··· Data to use

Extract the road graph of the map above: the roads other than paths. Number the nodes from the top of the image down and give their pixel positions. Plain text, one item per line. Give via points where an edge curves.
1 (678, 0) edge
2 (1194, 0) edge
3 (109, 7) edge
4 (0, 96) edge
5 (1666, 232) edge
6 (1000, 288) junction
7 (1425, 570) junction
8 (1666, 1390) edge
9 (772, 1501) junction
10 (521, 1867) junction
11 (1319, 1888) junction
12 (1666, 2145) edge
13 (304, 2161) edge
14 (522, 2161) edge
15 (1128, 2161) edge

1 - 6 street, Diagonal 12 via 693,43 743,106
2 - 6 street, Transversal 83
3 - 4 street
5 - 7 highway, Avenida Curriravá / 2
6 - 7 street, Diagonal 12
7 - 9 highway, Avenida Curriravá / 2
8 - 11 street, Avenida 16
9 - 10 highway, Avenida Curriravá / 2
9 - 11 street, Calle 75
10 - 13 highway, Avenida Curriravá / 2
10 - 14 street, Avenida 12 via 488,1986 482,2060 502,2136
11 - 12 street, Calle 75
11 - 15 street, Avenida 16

······

◆ **Exercise instructions**
From top to bottom, repeat the material above word for word.

◆ **Output for this exercise**
Extract the road graph of the map above: the roads other than paths. Number the nodes from the top of the image down and give their pixel positions. Plain text, one item per line. Give via points where an edge curves.
1 (678, 0) edge
2 (1194, 0) edge
3 (109, 7) edge
4 (0, 96) edge
5 (1666, 232) edge
6 (1000, 288) junction
7 (1425, 570) junction
8 (1666, 1390) edge
9 (772, 1501) junction
10 (521, 1867) junction
11 (1319, 1888) junction
12 (1666, 2145) edge
13 (304, 2161) edge
14 (522, 2161) edge
15 (1128, 2161) edge

1 - 6 street, Diagonal 12 via 693,43 743,106
2 - 6 street, Transversal 83
3 - 4 street
5 - 7 highway, Avenida Curriravá / 2
6 - 7 street, Diagonal 12
7 - 9 highway, Avenida Curriravá / 2
8 - 11 street, Avenida 16
9 - 10 highway, Avenida Curriravá / 2
9 - 11 street, Calle 75
10 - 13 highway, Avenida Curriravá / 2
10 - 14 street, Avenida 12 via 488,1986 482,2060 502,2136
11 - 12 street, Calle 75
11 - 15 street, Avenida 16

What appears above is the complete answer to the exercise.